REPRESENTATIONS AND WARRANTIES OF THE COMPANY
Contemporaneously with the execution and delivery of this Agreement by the Company to Parent and Merger Sub, the Company shall deliver to Parent and Merger Sub a confidential disclosure schedule (the “Company Disclosure Schedule”). Subject to the exceptions and qualifications set forth in the Company Disclosure Schedule, the Company hereby represents and warrants to Parent and Merger Sub, as of the date hereof, as follows:
Section 4.1 Corporate Status. The Company (a) is duly incorporated, validly existing and in good standing under the Laws of the state of Delaware, (b) has all requisite corporate power and authority to carry on its Business and (c) is duly qualified to do business and is in good standing in each of the jurisdictions in which the ownership, operation or leasing of its properties and assets and the conduct of its Business requires it to be so qualified, licensed or authorized, except for those jurisdictions where the failure to be so qualified, licensed or authorized would not have a material impact on the Company. True and complete copies of (a) the Organizational Documents of the Company, each as amended and in effect as of the date of this Agreement, (b) the stock records of the Company and (c) the minutes and other records of the meetings and other proceedings (including any actions taken by written consent or otherwise without a meeting) of the stockholders of the Company, the Company Board of Directors and all committees thereof have been made available to Parent. There has not been any violation of any of the provisions of the Organizational Documents of the Company, and the Company has not taken any action that is inconsistent in any material respect with any resolution adopted by the stockholders of the Company, the Company Board of Directors or any committees thereof.
Section 4.2 Authority and Enforceability.
(a) The Company has all necessary corporate power and authority to enter into this Agreement, to perform its obligations hereunder and to consummate the transactions contemplated by this Agreement.
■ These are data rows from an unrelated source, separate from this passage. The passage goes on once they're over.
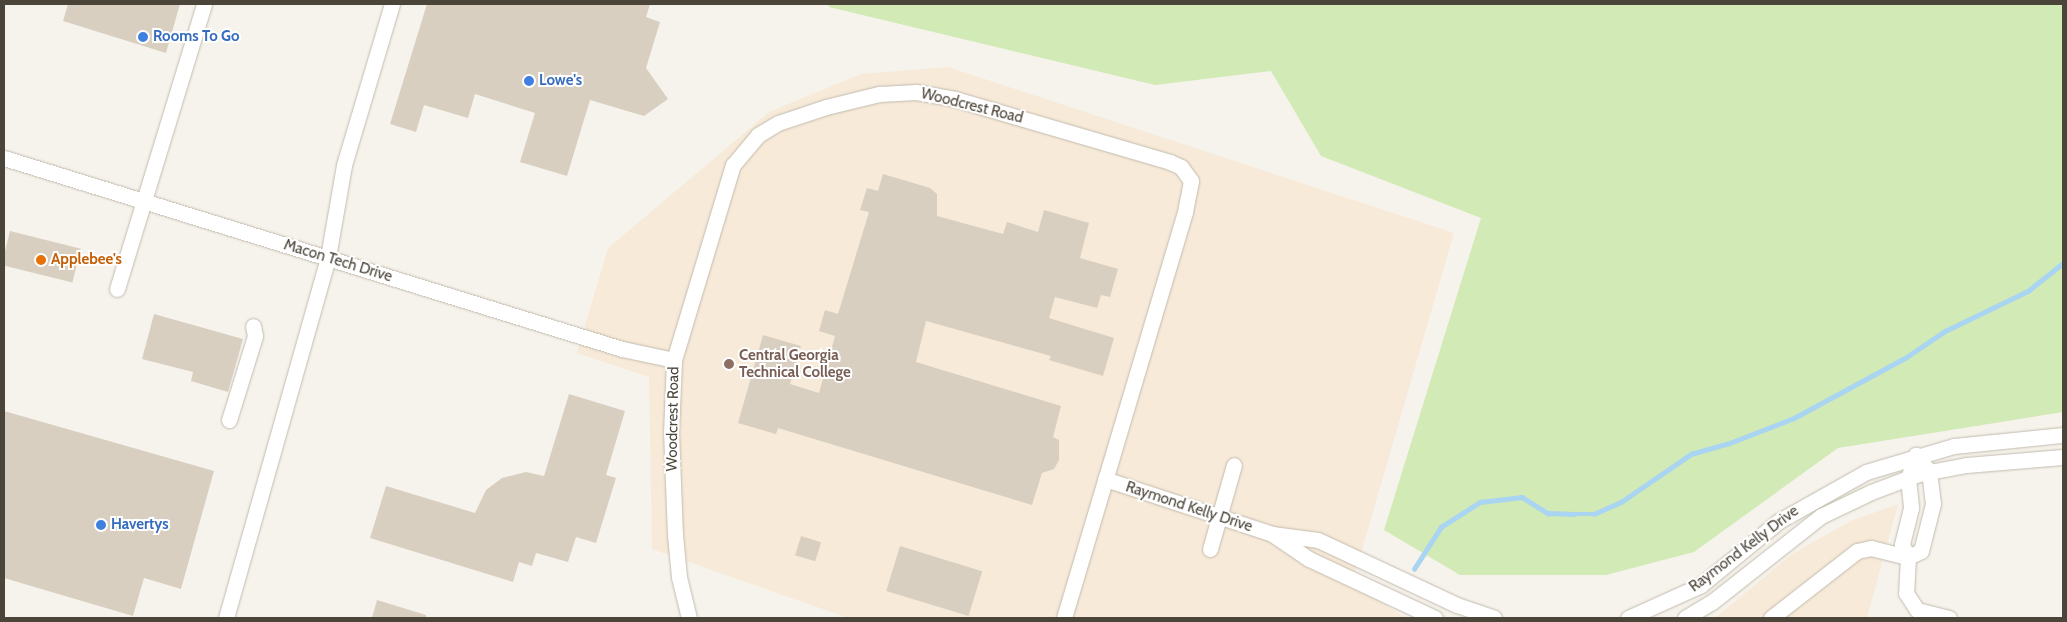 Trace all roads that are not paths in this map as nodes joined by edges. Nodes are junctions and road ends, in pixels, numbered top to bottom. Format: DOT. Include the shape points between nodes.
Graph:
graph roads {
  1 [pos="204,4"];
  2 [pos="392,4"];
  3 [pos="4,158"];
  4 [pos="143,202"];
  5 [pos="328,258"];
  6 [pos="117,289"];
  7 [pos="254,326"];
  8 [pos="674,360"];
  9 [pos="229,420"];
  10 [pos="2063,435"];
  11 [pos="1916,455"];
  12 [pos="2063,457"];
  13 [pos="1234,464"];
  14 [pos="1930,471"];
  15 [pos="1908,478"];
  16 [pos="1105,479"];
  17 [pos="1219,516"];
  18 [pos="1272,534"];
  19 [pos="1210,549"];
  20 [pos="1908,557"];
  21 [pos="226,618"];
  22 [pos="689,618"];
  23 [pos="1064,618"];
  24 [pos="1435,618"];
  25 [pos="1494,618"];
  26 [pos="1628,618"];
  27 [pos="1685,618"];
  28 [pos="1771,618"];
  29 [pos="1949,618"];
  1 -- 4 [label="street"];
  2 -- 5 [label="street" via="344,165"];
  3 -- 4 [label="street, Macon Tech Drive"];
  4 -- 5 [label="street, Macon Tech Drive"];
  4 -- 6 [label="street"];
  5 -- 8 [label="street, Macon Tech Drive" via="622,348"];
  5 -- 21 [label="street"];
  7 -- 9 [label="street" via="255,336"];
  8 -- 16 [label="street, Woodcrest Road" via="726,183 733,165 758,135 778,123 879,94 916,92 955,99 1170,162 1181,167 1191,181 1185,212"];
  8 -- 22 [label="street, Woodcrest Road" via="671,433 675,535 679,577"];
  10 -- 11 [label="street, Raymond Kelly Drive" via="1954,446"];
  11 -- 14 [label="street"];
  11 -- 15 [label="street"];
  11 -- 26 [label="street, Raymond Kelly Drive" via="1836,486 1779,521 1701,586"];
  12 -- 14 [label="street, Raymond Kelly Drive" via="2006,460"];
  13 -- 17 [label="street"];
  14 -- 15 [label="street, Raymond Kelly Drive"];
  14 -- 20 [label="street" via="1932,518 1921,551"];
  15 -- 20 [label="street" via="1911,508 1902,544"];
  15 -- 27 [label="street, Raymond Kelly Drive" via="1821,516 1712,602"];
  16 -- 17 [label="street, Raymond Kelly Drive"];
  16 -- 23 [label="street"];
  17 -- 18 [label="street, Raymond Kelly Drive"];
  17 -- 19 [label="street"];
  18 -- 24 [label="street, Raymond Kelly Drive" via="1309,559"];
  18 -- 25 [label="street, Raymond Kelly Drive" via="1318,540 1457,605"];
  20 -- 28 [label="street" via="1871,548 1857,551"];
  20 -- 29 [label="street" via="1906,593 1917,610"];
} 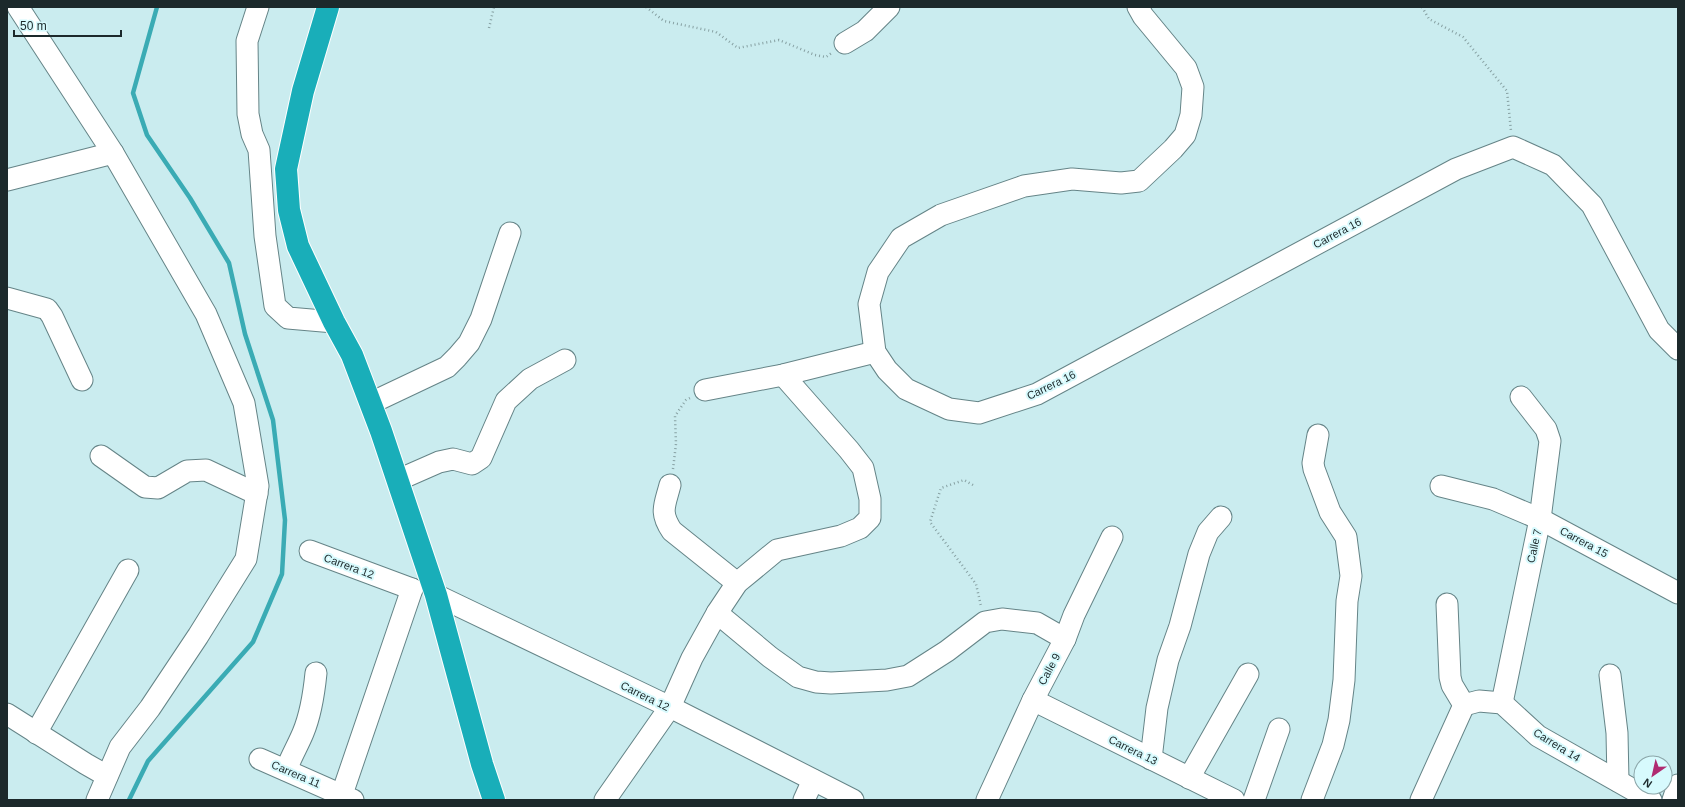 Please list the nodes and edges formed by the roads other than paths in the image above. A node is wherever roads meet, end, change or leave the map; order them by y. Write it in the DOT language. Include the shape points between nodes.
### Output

The execution and delivery of this Agreement by the Company, the performance by the Company of its obligations hereunder, and the consummation by the Company of the transactions contemplated by this Agreement, have been duly authorized by the board of directors of the Company (the “Company Board of Directors”), and no other corporate action on the part of the Company is necessary to authorize the execution and delivery of this Agreement by the Company, the performance by the Company of its obligations hereunder or the consummation by the Company of the transactions contemplated by this Agreement, other than the Company Stockholder Approval. This Agreement has been duly executed and delivered by the Company and (assuming due authorization, execution and delivery by the other Parties to this Agreement) constitutes a valid and binding obligation of the Company, enforceable against the Company in accordance with its terms, except as enforceability may be limited by or subject to (a) bankruptcy, insolvency, reorganization, moratorium and other similar Laws relating to or affecting creditors’ rights generally or (b) the effect of rules of Law and general principles of equity, including those governing specific performance, injunctive relief and other equitable remedies (regardless of whether such enforceability is considered in a proceeding in equity or at Law) (the “Enforceability Exceptions”).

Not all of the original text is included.